- **DIRECTIONS FOR THIS TASK**: Copy each record below exactly, please, and leave its pictures out.
======== MATERIAL PROVIDED
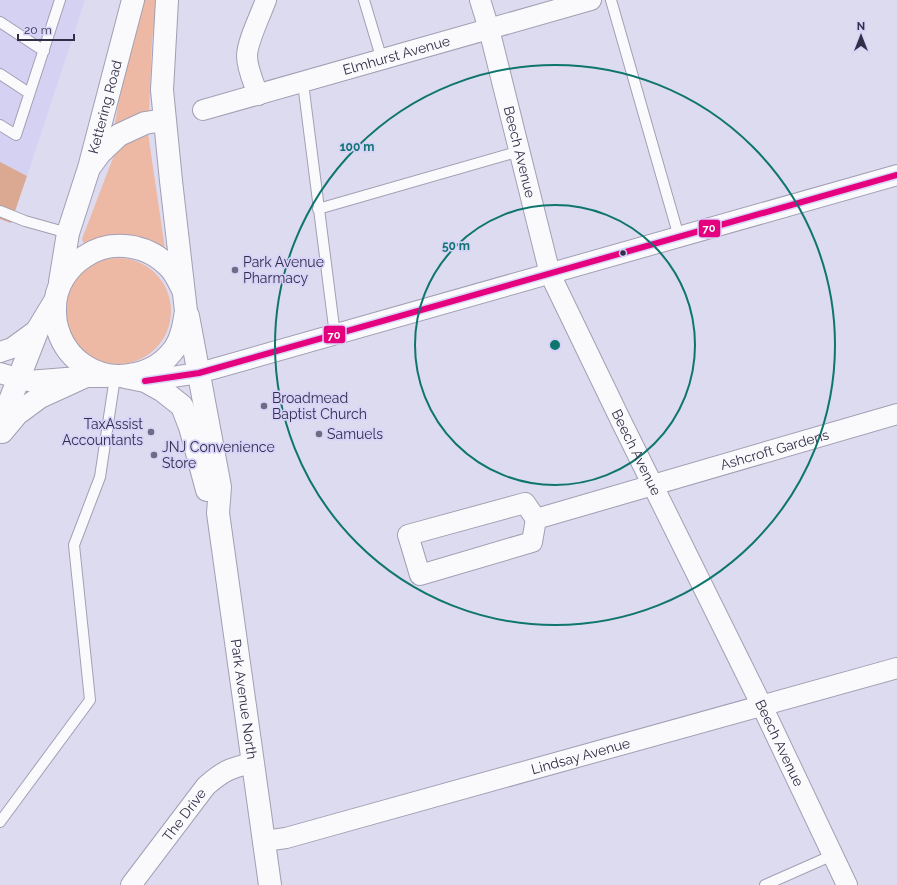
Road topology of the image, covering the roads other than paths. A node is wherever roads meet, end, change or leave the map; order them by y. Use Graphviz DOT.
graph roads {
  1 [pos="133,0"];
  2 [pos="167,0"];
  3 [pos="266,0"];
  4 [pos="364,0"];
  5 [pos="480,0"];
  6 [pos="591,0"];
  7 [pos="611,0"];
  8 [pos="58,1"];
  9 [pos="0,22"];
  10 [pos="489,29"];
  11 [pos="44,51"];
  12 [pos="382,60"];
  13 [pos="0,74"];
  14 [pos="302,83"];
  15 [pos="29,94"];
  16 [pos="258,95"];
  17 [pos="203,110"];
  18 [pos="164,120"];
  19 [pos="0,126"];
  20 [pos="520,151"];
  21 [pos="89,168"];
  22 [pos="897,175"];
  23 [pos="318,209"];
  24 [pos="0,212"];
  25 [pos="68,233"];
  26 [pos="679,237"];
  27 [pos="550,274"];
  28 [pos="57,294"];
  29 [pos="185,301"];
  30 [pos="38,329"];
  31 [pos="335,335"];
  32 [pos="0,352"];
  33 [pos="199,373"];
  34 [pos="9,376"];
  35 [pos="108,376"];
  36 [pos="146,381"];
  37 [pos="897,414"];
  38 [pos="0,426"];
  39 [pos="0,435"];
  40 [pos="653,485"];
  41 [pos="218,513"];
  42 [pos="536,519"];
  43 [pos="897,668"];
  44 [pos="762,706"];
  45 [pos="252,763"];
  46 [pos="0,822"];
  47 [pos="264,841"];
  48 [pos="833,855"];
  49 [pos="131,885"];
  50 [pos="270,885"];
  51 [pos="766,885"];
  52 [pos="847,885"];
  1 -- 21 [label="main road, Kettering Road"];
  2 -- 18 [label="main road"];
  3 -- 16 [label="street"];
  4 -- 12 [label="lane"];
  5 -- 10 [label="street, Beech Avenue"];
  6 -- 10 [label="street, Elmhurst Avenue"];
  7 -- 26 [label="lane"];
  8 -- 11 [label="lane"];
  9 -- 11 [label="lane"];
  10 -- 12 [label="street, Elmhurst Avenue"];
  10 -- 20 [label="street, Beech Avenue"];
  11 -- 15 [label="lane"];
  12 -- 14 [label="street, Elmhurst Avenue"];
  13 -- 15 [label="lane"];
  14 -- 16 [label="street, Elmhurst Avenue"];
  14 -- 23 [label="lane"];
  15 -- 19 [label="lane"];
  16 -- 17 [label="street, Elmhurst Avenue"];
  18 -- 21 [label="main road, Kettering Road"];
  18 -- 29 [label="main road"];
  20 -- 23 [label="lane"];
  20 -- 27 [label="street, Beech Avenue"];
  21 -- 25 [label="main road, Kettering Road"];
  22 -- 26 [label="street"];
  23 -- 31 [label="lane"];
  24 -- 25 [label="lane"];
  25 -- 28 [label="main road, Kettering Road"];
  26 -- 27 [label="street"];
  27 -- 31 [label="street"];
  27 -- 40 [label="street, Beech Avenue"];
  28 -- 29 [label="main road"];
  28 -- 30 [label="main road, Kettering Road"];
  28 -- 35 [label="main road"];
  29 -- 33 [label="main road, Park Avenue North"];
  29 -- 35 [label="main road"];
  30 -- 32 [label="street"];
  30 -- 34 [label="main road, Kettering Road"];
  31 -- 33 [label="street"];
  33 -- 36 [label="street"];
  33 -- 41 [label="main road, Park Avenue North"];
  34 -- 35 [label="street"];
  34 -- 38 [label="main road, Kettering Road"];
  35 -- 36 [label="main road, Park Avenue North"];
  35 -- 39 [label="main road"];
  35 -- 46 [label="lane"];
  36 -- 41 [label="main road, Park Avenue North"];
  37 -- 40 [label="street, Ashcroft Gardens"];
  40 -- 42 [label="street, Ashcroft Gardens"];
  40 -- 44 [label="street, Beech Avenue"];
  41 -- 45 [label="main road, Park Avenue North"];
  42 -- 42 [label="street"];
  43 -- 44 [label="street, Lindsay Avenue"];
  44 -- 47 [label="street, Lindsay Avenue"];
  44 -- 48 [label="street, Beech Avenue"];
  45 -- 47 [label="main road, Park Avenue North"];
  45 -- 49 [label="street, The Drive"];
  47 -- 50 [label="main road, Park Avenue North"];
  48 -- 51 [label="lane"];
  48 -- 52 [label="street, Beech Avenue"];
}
================
- **RESPONSE TO THE TASK**:
Road topology of the image, covering the roads other than paths. A node is wherever roads meet, end, change or leave the map; order them by y. Use Graphviz DOT.
graph roads {
  1 [pos="133,0"];
  2 [pos="167,0"];
  3 [pos="266,0"];
  4 [pos="364,0"];
  5 [pos="480,0"];
  6 [pos="591,0"];
  7 [pos="611,0"];
  8 [pos="58,1"];
  9 [pos="0,22"];
  10 [pos="489,29"];
  11 [pos="44,51"];
  12 [pos="382,60"];
  13 [pos="0,74"];
  14 [pos="302,83"];
  15 [pos="29,94"];
  16 [pos="258,95"];
  17 [pos="203,110"];
  18 [pos="164,120"];
  19 [pos="0,126"];
  20 [pos="520,151"];
  21 [pos="89,168"];
  22 [pos="897,175"];
  23 [pos="318,209"];
  24 [pos="0,212"];
  25 [pos="68,233"];
  26 [pos="679,237"];
  27 [pos="550,274"];
  28 [pos="57,294"];
  29 [pos="185,301"];
  30 [pos="38,329"];
  31 [pos="335,335"];
  32 [pos="0,352"];
  33 [pos="199,373"];
  34 [pos="9,376"];
  35 [pos="108,376"];
  36 [pos="146,381"];
  37 [pos="897,414"];
  38 [pos="0,426"];
  39 [pos="0,435"];
  40 [pos="653,485"];
  41 [pos="218,513"];
  42 [pos="536,519"];
  43 [pos="897,668"];
  44 [pos="762,706"];
  45 [pos="252,763"];
  46 [pos="0,822"];
  47 [pos="264,841"];
  48 [pos="833,855"];
  49 [pos="131,885"];
  50 [pos="270,885"];
  51 [pos="766,885"];
  52 [pos="847,885"];
  1 -- 21 [label="main road, Kettering Road"];
  2 -- 18 [label="main road"];
  3 -- 16 [label="street"];
  4 -- 12 [label="lane"];
  5 -- 10 [label="street, Beech Avenue"];
  6 -- 10 [label="street, Elmhurst Avenue"];
  7 -- 26 [label="lane"];
  8 -- 11 [label="lane"];
  9 -- 11 [label="lane"];
  10 -- 12 [label="street, Elmhurst Avenue"];
  10 -- 20 [label="street, Beech Avenue"];
  11 -- 15 [label="lane"];
  12 -- 14 [label="street, Elmhurst Avenue"];
  13 -- 15 [label="lane"];
  14 -- 16 [label="street, Elmhurst Avenue"];
  14 -- 23 [label="lane"];
  15 -- 19 [label="lane"];
  16 -- 17 [label="street, Elmhurst Avenue"];
  18 -- 21 [label="main road, Kettering Road"];
  18 -- 29 [label="main road"];
  20 -- 23 [label="lane"];
  20 -- 27 [label="street, Beech Avenue"];
  21 -- 25 [label="main road, Kettering Road"];
  22 -- 26 [label="street"];
  23 -- 31 [label="lane"];
  24 -- 25 [label="lane"];
  25 -- 28 [label="main road, Kettering Road"];
  26 -- 27 [label="street"];
  27 -- 31 [label="street"];
  27 -- 40 [label="street, Beech Avenue"];
  28 -- 29 [label="main road"];
  28 -- 30 [label="main road, Kettering Road"];
  28 -- 35 [label="main road"];
  29 -- 33 [label="main road, Park Avenue North"];
  29 -- 35 [label="main road"];
  30 -- 32 [label="street"];
  30 -- 34 [label="main road, Kettering Road"];
  31 -- 33 [label="street"];
  33 -- 36 [label="street"];
  33 -- 41 [label="main road, Park Avenue North"];
  34 -- 35 [label="street"];
  34 -- 38 [label="main road, Kettering Road"];
  35 -- 36 [label="main road, Park Avenue North"];
  35 -- 39 [label="main road"];
  35 -- 46 [label="lane"];
  36 -- 41 [label="main road, Park Avenue North"];
  37 -- 40 [label="street, Ashcroft Gardens"];
  40 -- 42 [label="street, Ashcroft Gardens"];
  40 -- 44 [label="street, Beech Avenue"];
  41 -- 45 [label="main road, Park Avenue North"];
  42 -- 42 [label="street"];
  43 -- 44 [label="street, Lindsay Avenue"];
  44 -- 47 [label="street, Lindsay Avenue"];
  44 -- 48 [label="street, Beech Avenue"];
  45 -- 47 [label="main road, Park Avenue North"];
  45 -- 49 [label="street, The Drive"];
  47 -- 50 [label="main road, Park Avenue North"];
  48 -- 51 [label="lane"];
  48 -- 52 [label="street, Beech Avenue"];
}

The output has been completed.